What could, in contexts outside of art, be derided as a kind of moral cowardice comes across with such careful poise as to be subversive, Pidoux refusing to join in the opinionated squawking that afflicts our engagement with any hot topic. And if moguls ultimately deserve to be condemned for their habits of exploitation, the real triumph of this resistance is apparent in poems like ‘The Cove Dweller’, where the same simple human courtesy is extended to the emotionally vulnerable would-be novelist working away in Starbucks, whose aspiriations and self-absorption could be so easily mocked:
“The way she leans into the keyboard
As if listening to it, and the way her fingers
Splash with such delight ...”
Pidoux brings the same sense of impartial enquiry to an array of subjects, most notably and most keenly the figures in various paintings, whose secrets and whose emotional journeys he reconstructs with keen empathy and a comic imagination. He’s equally deft when introducing anachronisms (one of Picasso’s three musicians plans on starting a blog) or evoking wretchedness, as in his response to Rousseau’s ‘Carnival Evening’:
“But they seem too stiff to either stand
or fall. Uneducated in the laws
of their own composition,
they simply hang together,
and love each other sadly
from the corners of their eyes.”
That same inclination allows him to veer between eulogising the dead and teasing out oddball narratives, or switch from free verse to formal constraint, all the while retaining a subtly distinctive voice. There’s no question, for instance, that it’s the same poet writing the title poem (a winning slice of science fiction, reminiscent of Fleur Adcock’s ‘Gas’, in which the mass-manufacturing of lion cubs as Christmas toys precedes a grisly massacre – a fable with its moral left unstated) and the final piece in the book, an oddly brittle sequence of pop song imaginings:
“If I were the world,
So round and sweet and ripe,
I’d put my feet up on the sun
And smoke a comet pipe.”
In addition, he’s very capable with metaphor and simile; “rockeries of gifts” lie beneath Christmas trees, a librarian's fingers “flutter to find / a beach of words to comb”, new songs are found “coiled sleepily / In the guitar's belly” and a lost crab moves “like a living army of bones”, to name a few. One or two ring false, and sometimes his whimsy is a little too sweet, but otherwise, the basic good-naturedness of these poems is genuinely heartening.
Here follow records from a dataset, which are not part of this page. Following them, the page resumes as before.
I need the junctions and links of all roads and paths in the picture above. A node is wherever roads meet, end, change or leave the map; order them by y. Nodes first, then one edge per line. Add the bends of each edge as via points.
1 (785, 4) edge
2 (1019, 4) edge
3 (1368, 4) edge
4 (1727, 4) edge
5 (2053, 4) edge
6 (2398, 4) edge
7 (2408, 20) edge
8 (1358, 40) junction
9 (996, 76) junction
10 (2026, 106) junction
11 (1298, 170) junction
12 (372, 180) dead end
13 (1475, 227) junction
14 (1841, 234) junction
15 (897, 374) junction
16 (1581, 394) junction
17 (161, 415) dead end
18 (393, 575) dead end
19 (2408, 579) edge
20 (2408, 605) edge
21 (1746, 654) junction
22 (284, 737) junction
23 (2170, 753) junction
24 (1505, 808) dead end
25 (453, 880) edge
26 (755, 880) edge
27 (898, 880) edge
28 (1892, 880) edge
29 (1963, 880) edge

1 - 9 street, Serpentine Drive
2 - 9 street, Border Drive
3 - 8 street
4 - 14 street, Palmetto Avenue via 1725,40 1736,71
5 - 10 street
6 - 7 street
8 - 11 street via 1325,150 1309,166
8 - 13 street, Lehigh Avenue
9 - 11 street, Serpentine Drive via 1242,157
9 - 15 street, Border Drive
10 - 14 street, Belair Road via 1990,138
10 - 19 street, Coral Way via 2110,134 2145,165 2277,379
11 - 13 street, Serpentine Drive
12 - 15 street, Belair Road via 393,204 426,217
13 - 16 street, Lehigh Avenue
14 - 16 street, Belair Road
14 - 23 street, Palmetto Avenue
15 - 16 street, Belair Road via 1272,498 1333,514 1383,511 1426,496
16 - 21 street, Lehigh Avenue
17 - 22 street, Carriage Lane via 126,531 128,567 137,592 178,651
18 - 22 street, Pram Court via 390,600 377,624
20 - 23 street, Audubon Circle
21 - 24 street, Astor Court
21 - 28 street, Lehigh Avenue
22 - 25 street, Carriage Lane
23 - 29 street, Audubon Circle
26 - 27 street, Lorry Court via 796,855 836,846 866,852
Pidoux took a long break from both poetry and Britain after winning his Eric Gregory award in 1999 (the same year as Matthew Hollis, now an editor of Faber). He should be welcomed back.
In ‘Levitation’, Pidoux describes a man who can “lift children / By the head, so it didn't hurt them”, returning them to the ground with “a new lightness”. I think it's fair to say that Pidoux has achieved, through these poems, a similar effect on the above reviewer. But I, Dr Fulminare, am too tall and towering to be lifted by the head! I seek answers in the form of literary formulae, and Pidoux refuses to give them – except, that is, when he uses his lyrical gifts to bring to life the figures in works of art. This work I can well appreciate.